Answer with the number of lines in the records that contain "junction" and with nothing else.

==== Records for this exercise ====

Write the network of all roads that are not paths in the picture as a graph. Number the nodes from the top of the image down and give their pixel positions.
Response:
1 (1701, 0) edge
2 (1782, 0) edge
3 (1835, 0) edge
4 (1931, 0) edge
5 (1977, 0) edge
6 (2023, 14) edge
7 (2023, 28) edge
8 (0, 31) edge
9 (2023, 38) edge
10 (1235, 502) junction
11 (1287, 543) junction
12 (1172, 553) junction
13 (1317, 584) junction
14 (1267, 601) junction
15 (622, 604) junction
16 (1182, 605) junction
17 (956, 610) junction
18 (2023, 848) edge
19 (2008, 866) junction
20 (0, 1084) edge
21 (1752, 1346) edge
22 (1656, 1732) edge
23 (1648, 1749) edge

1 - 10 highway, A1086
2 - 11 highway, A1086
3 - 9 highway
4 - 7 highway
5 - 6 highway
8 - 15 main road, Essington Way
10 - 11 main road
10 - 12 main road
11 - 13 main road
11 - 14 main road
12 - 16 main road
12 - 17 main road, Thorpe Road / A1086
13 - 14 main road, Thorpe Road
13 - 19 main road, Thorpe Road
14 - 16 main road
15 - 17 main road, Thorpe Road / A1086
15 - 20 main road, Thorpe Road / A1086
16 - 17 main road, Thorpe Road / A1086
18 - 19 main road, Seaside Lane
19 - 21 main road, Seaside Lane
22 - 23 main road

====

■ **Exercise result**
9